WHAT TO WORK ON:
Print the records exactly as written, and let no picture into the answer.
*** TASK MATERIAL Section Begins ***
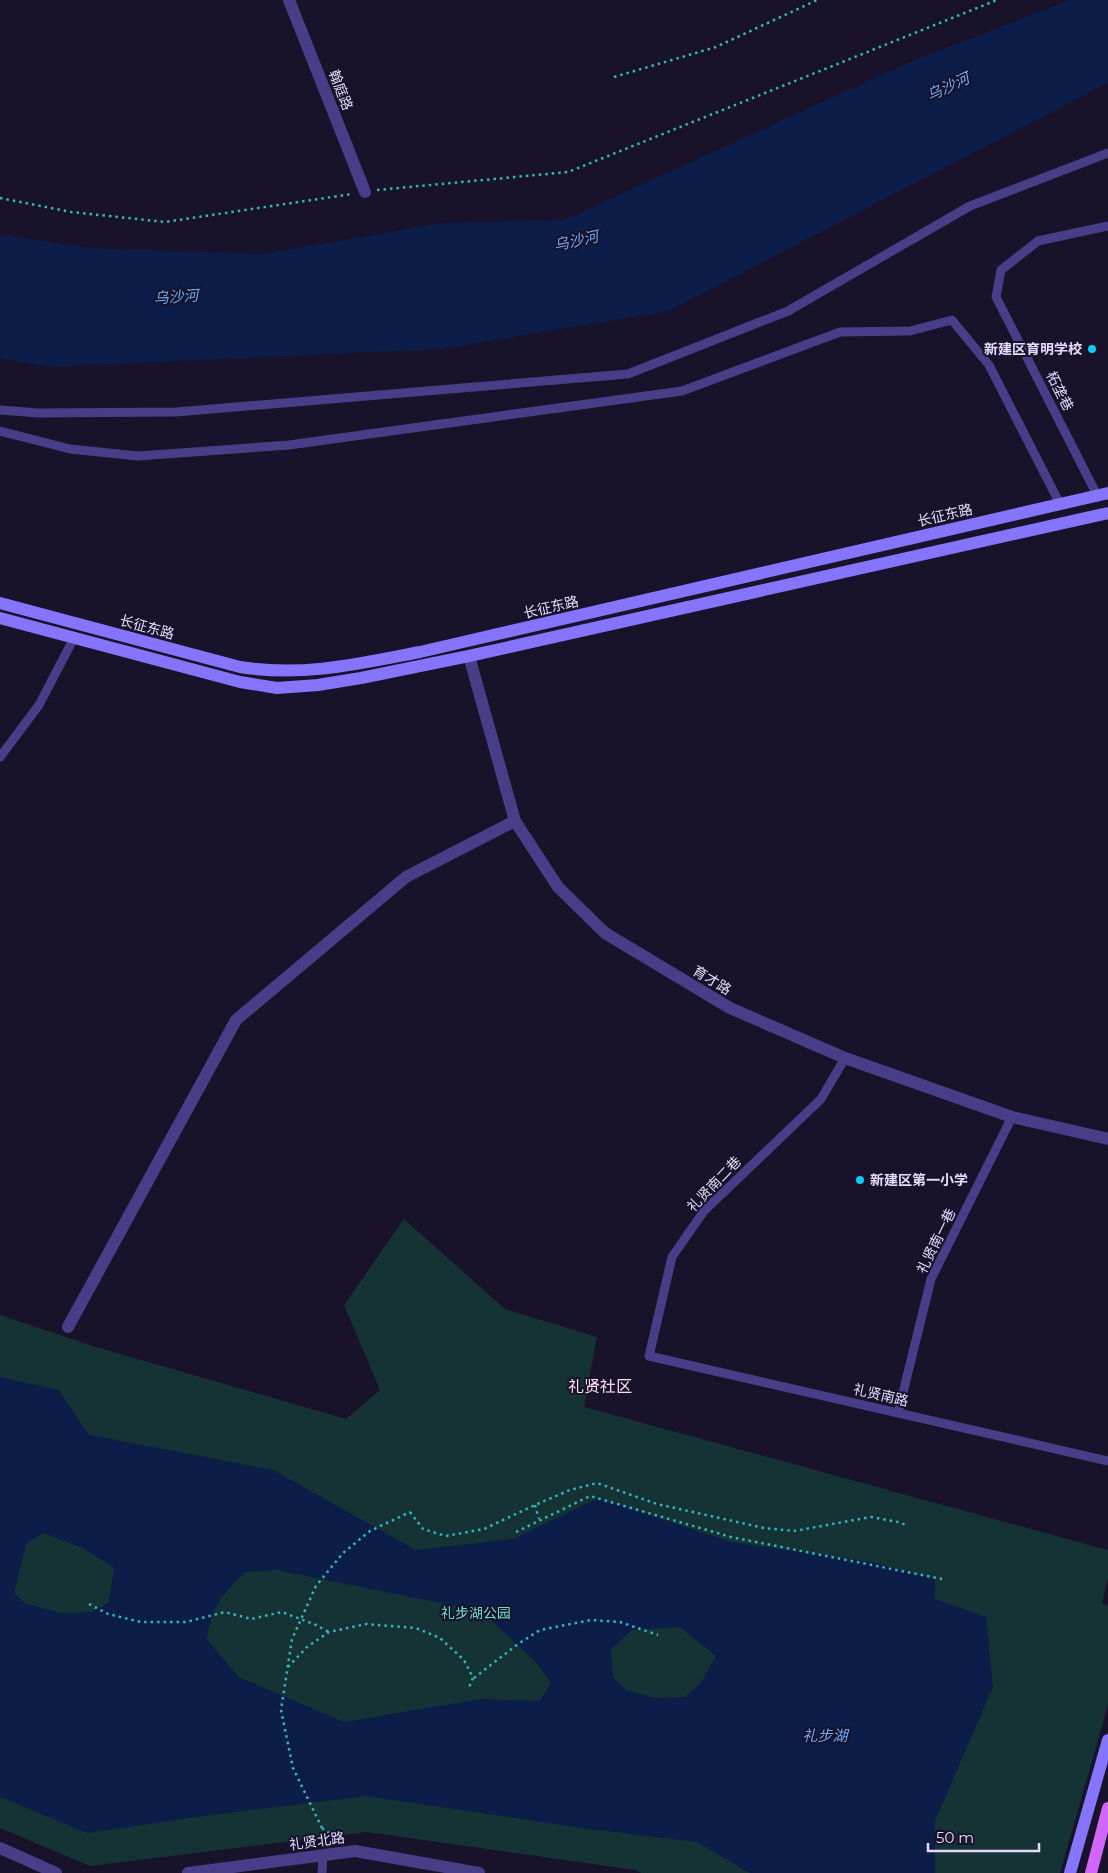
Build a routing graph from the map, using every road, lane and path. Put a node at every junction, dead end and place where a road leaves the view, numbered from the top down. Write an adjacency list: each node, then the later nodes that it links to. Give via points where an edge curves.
1 (289, 0): 6 (street, 翰庭路)
2 (817, 0): 4 (path, via 716,47)
3 (996, 0): 6 (path, via 568,172)
4 (614, 76)
5 (1108, 153): 9 (lane, via 970,206 788,311 628,374 176,412 38,413)
6 (365, 192): 7 (path, via 165,222 71,212)
7 (0, 198)
8 (1108, 226): 11 (lane, 柘垄巷, via 1038,240 1000,270 996,297)
9 (0, 410)
10 (0, 431): 12 (lane, via 70,449 138,456 289,446 682,391 840,332 910,331 952,320 989,365)
11 (1103, 494): 12 (main road, 长征东路)
12 (1060, 504): 14 (main road, 长征东路, via 420,652 318,670 268,672 240,667)
13 (1108, 513): 17 (main road)
14 (0, 602)
15 (0, 618): 16 (main road)
16 (74, 638): 17 (main road, via 240,682 277,688 318,686); 18 (lane, via 38,705)
17 (469, 656): 19 (street, 育才路)
18 (0, 757)
19 (514, 821): 20 (street, 育才路, via 558,887 605,933 730,1008); 23 (street, via 406,877 236,1020)
20 (845, 1058): 21 (street, 育才路); 24 (lane, 礼贤南二巷, via 821,1100 704,1211 672,1257)
21 (1012, 1117): 22 (street, 育才路); 25 (lane, 礼贤南一巷, via 931,1279)
22 (1108, 1139)
23 (68, 1327)
24 (649, 1356): 25 (lane, 礼贤南路)
25 (898, 1413): 26 (lane, 礼贤南路)
26 (1108, 1461)
27 (535, 1505): 28 (path); 29 (path, via 597,1483 657,1504 764,1528 794,1531 871,1518); 35 (path, bridge, via 484,1529 446,1536 422,1530 410,1512 370,1531 343,1553 316,1586 292,1639)
28 (540, 1519): 30 (path); 31 (path, via 590,1496 731,1536)
29 (906, 1525)
30 (516, 1532)
31 (942, 1579)
32 (89, 1604): 33 (path, via 108,1614 141,1622 186,1622 225,1612 251,1619 282,1612)
33 (329, 1632): 35 (path, via 307,1647); 36 (path, via 366,1624 416,1628 440,1638 464,1660)
34 (658, 1635): 36 (path, via 620,1622 591,1620 540,1630)
35 (288, 1668): 40 (path, bridge, via 280,1710 293,1768)
36 (473, 1678): 37 (path)
37 (468, 1690)
38 (1108, 1740): 47 (main road)
39 (1108, 1808): 48 (main road)
40 (322, 1828)
41 (0, 1848): 43 (street)
42 (323, 1855): 44 (street, 礼贤北路); 45 (lane); 46 (street, 礼贤北路, via 355,1851)
43 (56, 1873)
44 (188, 1873)
45 (322, 1873)
46 (479, 1873)
47 (1070, 1873)
48 (1091, 1873)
*** TASK MATERIAL Section Ends ***
SOLVED EXERCISE:
Build a routing graph from the map, using every road, lane and path. Put a node at every junction, dead end and place where a road leaves the view, numbered from the top down. Write an adjacency list: each node, then the later nodes that it links to. Give via points where an edge curves.
1 (289, 0): 6 (street, 翰庭路)
2 (817, 0): 4 (path, via 716,47)
3 (996, 0): 6 (path, via 568,172)
4 (614, 76)
5 (1108, 153): 9 (lane, via 970,206 788,311 628,374 176,412 38,413)
6 (365, 192): 7 (path, via 165,222 71,212)
7 (0, 198)
8 (1108, 226): 11 (lane, 柘垄巷, via 1038,240 1000,270 996,297)
9 (0, 410)
10 (0, 431): 12 (lane, via 70,449 138,456 289,446 682,391 840,332 910,331 952,320 989,365)
11 (1103, 494): 12 (main road, 长征东路)
12 (1060, 504): 14 (main road, 长征东路, via 420,652 318,670 268,672 240,667)
13 (1108, 513): 17 (main road)
14 (0, 602)
15 (0, 618): 16 (main road)
16 (74, 638): 17 (main road, via 240,682 277,688 318,686); 18 (lane, via 38,705)
17 (469, 656): 19 (street, 育才路)
18 (0, 757)
19 (514, 821): 20 (street, 育才路, via 558,887 605,933 730,1008); 23 (street, via 406,877 236,1020)
20 (845, 1058): 21 (street, 育才路); 24 (lane, 礼贤南二巷, via 821,1100 704,1211 672,1257)
21 (1012, 1117): 22 (street, 育才路); 25 (lane, 礼贤南一巷, via 931,1279)
22 (1108, 1139)
23 (68, 1327)
24 (649, 1356): 25 (lane, 礼贤南路)
25 (898, 1413): 26 (lane, 礼贤南路)
26 (1108, 1461)
27 (535, 1505): 28 (path); 29 (path, via 597,1483 657,1504 764,1528 794,1531 871,1518); 35 (path, bridge, via 484,1529 446,1536 422,1530 410,1512 370,1531 343,1553 316,1586 292,1639)
28 (540, 1519): 30 (path); 31 (path, via 590,1496 731,1536)
29 (906, 1525)
30 (516, 1532)
31 (942, 1579)
32 (89, 1604): 33 (path, via 108,1614 141,1622 186,1622 225,1612 251,1619 282,1612)
33 (329, 1632): 35 (path, via 307,1647); 36 (path, via 366,1624 416,1628 440,1638 464,1660)
34 (658, 1635): 36 (path, via 620,1622 591,1620 540,1630)
35 (288, 1668): 40 (path, bridge, via 280,1710 293,1768)
36 (473, 1678): 37 (path)
37 (468, 1690)
38 (1108, 1740): 47 (main road)
39 (1108, 1808): 48 (main road)
40 (322, 1828)
41 (0, 1848): 43 (street)
42 (323, 1855): 44 (street, 礼贤北路); 45 (lane); 46 (street, 礼贤北路, via 355,1851)
43 (56, 1873)
44 (188, 1873)
45 (322, 1873)
46 (479, 1873)
47 (1070, 1873)
48 (1091, 1873)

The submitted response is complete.